I was recently helping Dr. Doug Nottingham of GCC’s Performing Arts Department with a way to schedule practice rooms for his students.
TL;DR (too long, didn’t read): Jump to the how-to.
Doug teaches Percussion, and as you may imagine, not having access to a practice space can create barriers to success in a Percussion course. Not everyone has a great place to play at home without potentially disturbing neighbors in the next apartment, or other family members. Doug needed to fix this by giving his students a safe place to practice.
Doug consulted the Percussive Arts Society COVID-19 Task Force’s guide Managing COVID-19 Protocols in Administering Percussion Performance Curriculum, which is pretty extensive in covering how to safely use performance spaces and percussion instruments and sanitize everything again. Then, Doug negotiated with his Department Chair, Dean, Campus Police, and GCC’s Vice President of Academic affairs for an exception to allow students who are trained in the protocol to use the Music Building’s practice rooms.
There were a couple of requirements for scheduling the practice rooms. Ideally, the schedule would be available in Canvas, and students could claim their practice room times by entering their name in the time slot(s) they need. But Campus Police also needed access to the schedule so they would know who is authorized to be on campus. Doug tried using the Scheduler feature of the Canvas Calendar, but trying to manage appointments for 3 practice rooms proved unwieldy and confusing in Canvas. And this solution would still have required Doug to notify Campus Police who would be on campus each day.
Doug decided to try a Google Sheet. It’s relatively easy to create a calendar layout, and students signing up for a time is as simple as typing their name in a cell. The Sheet can be shared with Campus Police, so they can check the names of students using practice rooms at any time, without Doug needing to notify them of changes. But when embedded into Canvas, the sheet wasn’t editable.
We tackled this together and found a workaround. I thought I’d share in case this technique would prove useful for other faculty. Also, I need a way to remember what we did that worked. After creating the sheet, these are the steps we followed:
Publish the sheet to get embed code
- In Google Drive, open the Sheet you want to embed.
- At the top, click File and then Publish to the web.
- Choose a publishing option: Publish the entire spreadsheet or individual sheets. You can also choose a publishing format.
- Click Publish.
- Copy the embed code, which will look something like this:
- Close the pop-up and paste the embed code into a text editor.
If you were to embed the Sheet within Canvas now, it would be viewable, but not editable by the students. The “publish” step creates a static version of the Sheet, which is not intended to be edited. The next step is to set the Sheet’s sharing permissions so that anyone who has the link can edit it, and edit the Sheet’s link in the embed code to be dynamic/editable again. So that’s why we’re pasting into a text editor instead of going straight to Canvas.

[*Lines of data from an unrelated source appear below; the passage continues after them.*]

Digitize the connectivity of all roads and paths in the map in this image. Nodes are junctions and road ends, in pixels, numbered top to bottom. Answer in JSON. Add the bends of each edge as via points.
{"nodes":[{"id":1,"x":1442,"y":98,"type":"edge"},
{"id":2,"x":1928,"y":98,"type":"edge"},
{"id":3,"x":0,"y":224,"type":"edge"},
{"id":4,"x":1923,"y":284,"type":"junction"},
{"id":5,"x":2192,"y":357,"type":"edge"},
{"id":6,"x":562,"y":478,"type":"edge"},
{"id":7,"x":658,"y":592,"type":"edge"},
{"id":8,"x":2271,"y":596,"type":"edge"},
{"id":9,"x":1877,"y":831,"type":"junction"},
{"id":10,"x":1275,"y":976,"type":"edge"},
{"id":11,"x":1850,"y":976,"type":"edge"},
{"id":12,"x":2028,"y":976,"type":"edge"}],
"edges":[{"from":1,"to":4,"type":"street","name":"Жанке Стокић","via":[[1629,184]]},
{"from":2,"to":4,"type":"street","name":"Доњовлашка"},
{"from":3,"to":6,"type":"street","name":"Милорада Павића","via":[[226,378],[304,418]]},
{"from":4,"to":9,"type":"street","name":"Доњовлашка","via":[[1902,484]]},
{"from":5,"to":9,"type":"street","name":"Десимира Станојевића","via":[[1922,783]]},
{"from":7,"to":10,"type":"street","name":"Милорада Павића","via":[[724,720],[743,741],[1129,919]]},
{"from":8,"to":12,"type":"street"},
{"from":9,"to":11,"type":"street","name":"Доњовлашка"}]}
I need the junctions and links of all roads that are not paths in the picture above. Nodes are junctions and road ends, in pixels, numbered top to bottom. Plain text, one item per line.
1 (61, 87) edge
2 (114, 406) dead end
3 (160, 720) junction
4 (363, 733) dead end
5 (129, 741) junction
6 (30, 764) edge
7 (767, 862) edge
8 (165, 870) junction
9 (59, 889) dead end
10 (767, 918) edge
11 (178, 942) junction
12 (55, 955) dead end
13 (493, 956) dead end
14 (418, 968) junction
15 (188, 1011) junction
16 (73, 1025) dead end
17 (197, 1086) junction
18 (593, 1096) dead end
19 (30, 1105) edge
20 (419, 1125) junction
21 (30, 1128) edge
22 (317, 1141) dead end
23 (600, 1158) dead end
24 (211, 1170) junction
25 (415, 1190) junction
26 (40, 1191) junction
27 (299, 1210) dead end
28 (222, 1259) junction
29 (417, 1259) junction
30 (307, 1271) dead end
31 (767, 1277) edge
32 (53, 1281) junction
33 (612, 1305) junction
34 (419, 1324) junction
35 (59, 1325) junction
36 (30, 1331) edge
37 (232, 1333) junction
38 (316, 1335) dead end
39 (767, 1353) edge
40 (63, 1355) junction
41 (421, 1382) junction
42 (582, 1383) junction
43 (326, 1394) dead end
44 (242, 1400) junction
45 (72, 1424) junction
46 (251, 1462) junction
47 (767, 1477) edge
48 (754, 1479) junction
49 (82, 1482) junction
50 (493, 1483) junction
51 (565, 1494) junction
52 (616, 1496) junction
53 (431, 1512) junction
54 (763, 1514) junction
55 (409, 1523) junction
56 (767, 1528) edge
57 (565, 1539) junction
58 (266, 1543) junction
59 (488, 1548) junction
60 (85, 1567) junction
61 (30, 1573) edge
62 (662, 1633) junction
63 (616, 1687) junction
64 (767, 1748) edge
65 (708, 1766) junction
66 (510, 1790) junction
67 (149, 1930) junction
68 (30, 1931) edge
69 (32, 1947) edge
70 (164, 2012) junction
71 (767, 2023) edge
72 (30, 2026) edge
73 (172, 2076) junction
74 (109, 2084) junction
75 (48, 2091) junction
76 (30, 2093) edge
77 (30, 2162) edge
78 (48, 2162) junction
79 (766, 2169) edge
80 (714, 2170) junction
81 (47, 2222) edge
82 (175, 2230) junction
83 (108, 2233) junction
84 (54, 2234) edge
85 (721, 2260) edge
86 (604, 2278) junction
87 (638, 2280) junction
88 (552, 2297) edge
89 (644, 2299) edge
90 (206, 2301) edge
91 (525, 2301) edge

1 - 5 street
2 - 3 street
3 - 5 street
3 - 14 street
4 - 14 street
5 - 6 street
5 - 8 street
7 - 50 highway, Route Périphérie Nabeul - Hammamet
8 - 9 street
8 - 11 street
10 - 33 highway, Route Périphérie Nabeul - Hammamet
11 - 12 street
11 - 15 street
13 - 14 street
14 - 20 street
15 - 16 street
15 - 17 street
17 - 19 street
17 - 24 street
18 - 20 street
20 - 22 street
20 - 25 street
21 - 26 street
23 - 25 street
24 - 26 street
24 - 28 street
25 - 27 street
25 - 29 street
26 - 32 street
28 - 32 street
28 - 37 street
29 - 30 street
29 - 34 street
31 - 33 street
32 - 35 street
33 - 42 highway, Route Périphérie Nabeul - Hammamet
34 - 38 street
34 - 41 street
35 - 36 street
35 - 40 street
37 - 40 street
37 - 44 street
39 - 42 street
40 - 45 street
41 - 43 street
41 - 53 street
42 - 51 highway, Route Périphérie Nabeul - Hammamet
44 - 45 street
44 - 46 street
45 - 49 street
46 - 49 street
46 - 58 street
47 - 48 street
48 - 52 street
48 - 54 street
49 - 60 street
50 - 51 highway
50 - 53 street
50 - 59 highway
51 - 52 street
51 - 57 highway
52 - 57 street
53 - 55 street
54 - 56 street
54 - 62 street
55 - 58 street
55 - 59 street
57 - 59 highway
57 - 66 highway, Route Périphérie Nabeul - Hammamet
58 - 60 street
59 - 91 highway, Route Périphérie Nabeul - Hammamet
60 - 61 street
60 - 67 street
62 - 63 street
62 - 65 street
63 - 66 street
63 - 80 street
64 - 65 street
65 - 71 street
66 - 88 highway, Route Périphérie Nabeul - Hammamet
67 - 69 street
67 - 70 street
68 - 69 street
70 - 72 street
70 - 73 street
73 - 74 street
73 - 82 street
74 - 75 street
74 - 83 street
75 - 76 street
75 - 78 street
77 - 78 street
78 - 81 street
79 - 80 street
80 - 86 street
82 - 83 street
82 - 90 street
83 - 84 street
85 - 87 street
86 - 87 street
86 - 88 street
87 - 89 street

Set edit permissions and get the Share link
- Go back to the spreadsheet in Google Sheets, and press the Share button
- Make sure the permissions say Anyone with link is an Editor, and then copy the link
- Click Done to close the popup.
“Hack” the embed code
We need to do two things to the embed code: change the source URL of the sheet so an editable version is displayed, and add width and height parameters so that the whole sheet is visible in Canvas without scrolling.
Most of the URL in the iframe embed code needs to be deleted, and replaced with the link copied from the Share settings popup. Basically, delete everything in the quotation marks after
src=" starting with
https:// but leave
?widget=true and anything after it. Here is what to highlight for deletion based on our current example:
Now you can paste in the Share link that you copied. Here is what the above example looks like with the replacement shown highlighted:
Now to add width and height. We’ll add a width of 100%, which will tell the sheet to be as wide as possible in the Canvas Page. And we’ll add a height of 800 pixels, which we determined by experimenting is tall enough to display the whole Sheet including tabs at the bottom without having to scroll. You add this information in the embed code right after the word “iframe” on the first line, like so:
<iframe style="width: 100%; height: 800px;" src=…
After this edit, you’re ready to drop the embed code into Canvas. You can place it in a Page or anywhere you have access to the Rich Content Editor.
Paste the edited embed code into Canvas
- Create or open the page in Canvas and click the edit button
- Select the Insert media tool
- Click the Embed tab  and paste the code in the text field .
- Save the page.
The end result
Students will be able to type into the spreadsheet right from Canvas. Here is a screenshot of me doing that to test Doug’s new room scheduler from within a Canvas page:
Fiddling with the embed code was the hardest part. Once we figured that out, this is a pretty hassle-free way for Doug to allow percussion students to sign up for practice time in a music practice room, and for Campus Police to verify who is allowed to be in the Music Building. I’m really appreciative that we have faculty who work so hard to make sure our students have the resources they need to be successful!